Dave Hubbick

Personal information
- Full name: David Hubbick
- Date of birth: 16 March 1960 (age 66)
- Place of birth: South Shields, England
- Height: 5 ft 7 in (1.70 m)
- Position: Forward

Youth career
- 1976–1978: Ipswich Town

Senior career*
- Years: Team / Apps / (Gls)
- 1978–1980: Ipswich Town / 0 / (0)
- 1980–1982: Wimbledon / 26 / (6)
- Gravesend & Northfleet
- 0000–1983: Dagenham
- 1983–1985: Colchester United / 15 / (1)
- Sudbury Town
- 1990–1991: Cornard United
- 1997–1998: Woodbridge Town

Managerial career
- 1997–2003: Woodbridge Town
- 2006–2008: Stowmarket Town

= Dave Hubbick =

English footballer (born 1960)

David Hubbick (born 16 March 1960) is an English former professional footballer who played in the Football League for Wimbledon and Colchester United.

==Career==
Born in South Shields, Hubbick started his career at Ipswich Town. He began playing in the reserves in the 1976–77 season, making his reserve debut on 21 April 1977 as a substitute in a 3–1 defeat at Bristol City reserve. He signed a contract at the club in January 1978 and although he became a regular in the reserves, he never made a first team appearance. He signed for Wimbledon for £5,000 in September 1980, where he played 26 games for the club, before dropping into non-League with Gravesend & Northfleet in 1982.
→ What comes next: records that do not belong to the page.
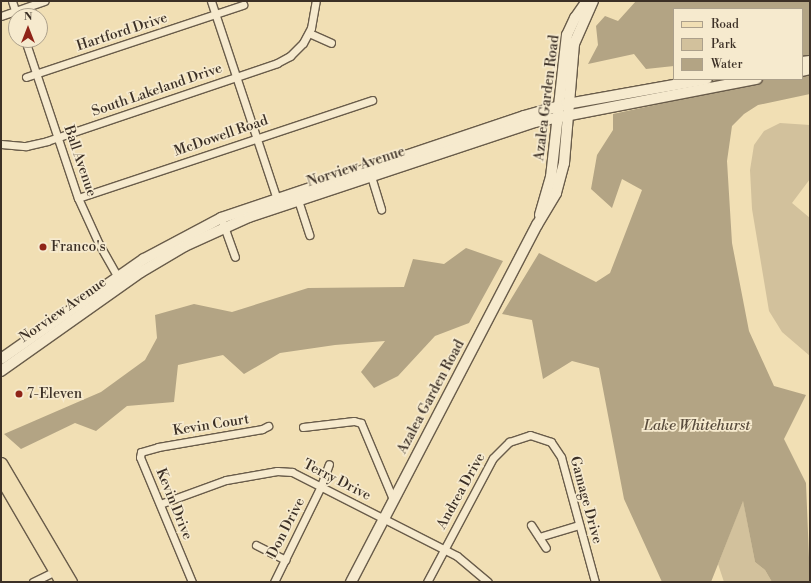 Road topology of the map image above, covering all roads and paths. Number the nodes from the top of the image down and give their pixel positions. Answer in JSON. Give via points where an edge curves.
{"nodes":[{"id":1,"x":44,"y":1,"type":"edge"},
{"id":2,"x":211,"y":1,"type":"edge"},
{"id":3,"x":316,"y":1,"type":"edge"},
{"id":4,"x":587,"y":1,"type":"edge"},
{"id":5,"x":593,"y":1,"type":"edge"},
{"id":6,"x":243,"y":5,"type":"dead end"},
{"id":7,"x":28,"y":8,"type":"edge"},
{"id":8,"x":215,"y":14,"type":"junction"},
{"id":9,"x":309,"y":33,"type":"junction"},
{"id":10,"x":331,"y":43,"type":"dead end"},
{"id":11,"x":28,"y":48,"type":"edge"},
{"id":12,"x":36,"y":74,"type":"junction"},
{"id":13,"x":26,"y":77,"type":"dead end"},
{"id":14,"x":236,"y":77,"type":"junction"},
{"id":15,"x":703,"y":80,"type":"edge"},
{"id":16,"x":751,"y":80,"type":"edge"},
{"id":17,"x":372,"y":100,"type":"dead end"},
{"id":18,"x":602,"y":103,"type":"junction"},
{"id":19,"x":563,"y":110,"type":"junction"},
{"id":20,"x":57,"y":137,"type":"junction"},
{"id":21,"x":257,"y":138,"type":"junction"},
{"id":22,"x":1,"y":144,"type":"edge"},
{"id":23,"x":370,"y":172,"type":"junction"},
{"id":24,"x":297,"y":196,"type":"junction"},
{"id":25,"x":78,"y":198,"type":"junction"},
{"id":26,"x":279,"y":203,"type":"junction"},
{"id":27,"x":381,"y":209,"type":"dead end"},
{"id":28,"x":223,"y":223,"type":"junction"},
{"id":29,"x":309,"y":235,"type":"dead end"},
{"id":30,"x":235,"y":257,"type":"dead end"},
{"id":31,"x":120,"y":281,"type":"junction"},
{"id":32,"x":1,"y":359,"type":"edge"},
{"id":33,"x":1,"y":371,"type":"edge"},
{"id":34,"x":268,"y":426,"type":"dead end"},
{"id":35,"x":303,"y":428,"type":"dead end"},
{"id":36,"x":537,"y":435,"type":"joint"},
{"id":37,"x":158,"y":446,"type":"joint"},
{"id":38,"x":1,"y":462,"type":"edge"},
{"id":39,"x":329,"y":464,"type":"dead end"},
{"id":40,"x":1,"y":479,"type":"edge"},
{"id":41,"x":321,"y":486,"type":"junction"},
{"id":42,"x":393,"y":499,"type":"junction"},
{"id":43,"x":160,"y":504,"type":"junction"},
{"id":44,"x":384,"y":518,"type":"junction"},
{"id":45,"x":531,"y":525,"type":"dead end"},
{"id":46,"x":579,"y":525,"type":"junction"},
{"id":47,"x":539,"y":537,"type":"junction"},
{"id":48,"x":256,"y":545,"type":"dead end"},
{"id":49,"x":546,"y":548,"type":"dead end"},
{"id":50,"x":444,"y":550,"type":"junction"},
{"id":51,"x":285,"y":560,"type":"junction"},
{"id":52,"x":59,"y":569,"type":"junction"},
{"id":53,"x":33,"y":582,"type":"edge"},
{"id":54,"x":61,"y":582,"type":"edge"},
{"id":55,"x":71,"y":582,"type":"edge"},
{"id":56,"x":192,"y":582,"type":"edge"},
{"id":57,"x":274,"y":582,"type":"edge"},
{"id":58,"x":351,"y":582,"type":"edge"},
{"id":59,"x":427,"y":582,"type":"edge"},
{"id":60,"x":488,"y":582,"type":"edge"},
{"id":61,"x":594,"y":582,"type":"edge"}],
"edges":[{"from":1,"to":7,"type":"street"},
{"from":2,"to":8,"type":"street"},
{"from":3,"to":9,"type":"street","name":"South Lakeland Drive"},
{"from":4,"to":19,"type":"main road","name":"Azalea Garden Road","via":[[567,35]]},
{"from":5,"to":19,"type":"main road","name":"Azalea Garden Road","via":[[574,44]]},
{"from":6,"to":8,"type":"street","name":"Hartford Drive"},
{"from":8,"to":12,"type":"street","name":"Hartford Drive"},
{"from":8,"to":14,"type":"street"},
{"from":9,"to":10,"type":"street"},
{"from":9,"to":14,"type":"street","name":"South Lakeland Drive","via":[[296,51],[282,61]]},
{"from":11,"to":12,"type":"street","name":"Ball Avenue"},
{"from":12,"to":13,"type":"street","name":"Hartford Drive"},
{"from":12,"to":20,"type":"street","name":"Ball Avenue"},
{"from":14,"to":20,"type":"street","name":"South Lakeland Drive"},
{"from":14,"to":21,"type":"street"},
{"from":15,"to":18,"type":"main road","name":"Norview Avenue"},
{"from":16,"to":18,"type":"main road","name":"Norview Avenue"},
{"from":17,"to":21,"type":"street","name":"McDowell Road"},
{"from":18,"to":19,"type":"main road","name":"Norview Avenue"},
{"from":19,"to":23,"type":"main road","name":"Norview Avenue"},
{"from":19,"to":42,"type":"main road","name":"Azalea Garden Road","via":[[551,177],[537,225]]},
{"from":20,"to":22,"type":"street","name":"South Lakeland Drive","via":[[26,146]]},
{"from":20,"to":25,"type":"street","name":"Ball Avenue"},
{"from":21,"to":25,"type":"street","name":"McDowell Road"},
{"from":21,"to":26,"type":"street"},
{"from":23,"to":24,"type":"main road","name":"Norview Avenue"},
{"from":23,"to":27,"type":"street"},
{"from":24,"to":26,"type":"main road","name":"Norview Avenue"},
{"from":24,"to":29,"type":"street"},
{"from":25,"to":31,"type":"street","name":"Ball Avenue"},
{"from":26,"to":28,"type":"main road","name":"Norview Avenue"},
{"from":28,"to":30,"type":"street"},
{"from":28,"to":31,"type":"main road","name":"Norview Avenue","via":[[162,248]]},
{"from":31,"to":32,"type":"main road","name":"Norview Avenue"},
{"from":31,"to":33,"type":"main road","name":"Norview Avenue"},
{"from":34,"to":37,"type":"street","name":"Kevin Court","via":[[262,430]]},
{"from":35,"to":42,"type":"street","via":[[354,421],[361,423]]},
{"from":36,"to":46,"type":"street","name":"Gamage Drive","via":[[551,442],[561,457]]},
{"from":36,"to":50,"type":"street","name":"Andrea Drive","via":[[517,438],[499,450],[484,472]]},
{"from":37,"to":43,"type":"street","name":"Kevin Drive","via":[[143,450],[140,455]]},
{"from":38,"to":52,"type":"main road"},
{"from":39,"to":41,"type":"street","name":"Don Drive"},
{"from":40,"to":52,"type":"main road"},
{"from":41,"to":43,"type":"street","name":"Terry Drive","via":[[292,472],[277,471],[207,485]]},
{"from":41,"to":44,"type":"street","name":"Terry Drive"},
{"from":41,"to":51,"type":"street","name":"Don Drive"},
{"from":42,"to":44,"type":"main road","name":"Azalea Garden Road"},
{"from":43,"to":56,"type":"street","name":"Kevin Drive"},
{"from":44,"to":50,"type":"street","name":"Terry Drive"},
{"from":44,"to":58,"type":"main road","name":"Azalea Garden Road"},
{"from":45,"to":47,"type":"street"},
{"from":46,"to":47,"type":"street"},
{"from":46,"to":61,"type":"street","name":"Gamage Drive"},
{"from":47,"to":49,"type":"street"},
{"from":48,"to":51,"type":"street"},
{"from":50,"to":59,"type":"street","name":"Andrea Drive"},
{"from":50,"to":60,"type":"street","name":"Terry Drive","via":[[469,564]]},
{"from":51,"to":57,"type":"street","name":"Don Drive"},
{"from":52,"to":53,"type":"street"},
{"from":52,"to":54,"type":"main road"},
{"from":52,"to":55,"type":"main road"}]}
After a spell with Dagenham, he returned to professional football with Colchester United in 1983. However, he made only 15 appearances for the club, and signed for Sudbury Town in 1985. Whilst at Sudbury he played at Wembley Stadium in the 1989 FA Vase final, scoring Sudbury's goal in a 1–1 draw, and was named man of the match. He later played for Cornard United and Woodbridge Town, who he managed between 1997 and 2003. He went on to manage Stowmarket Town, before resigning in January 2008.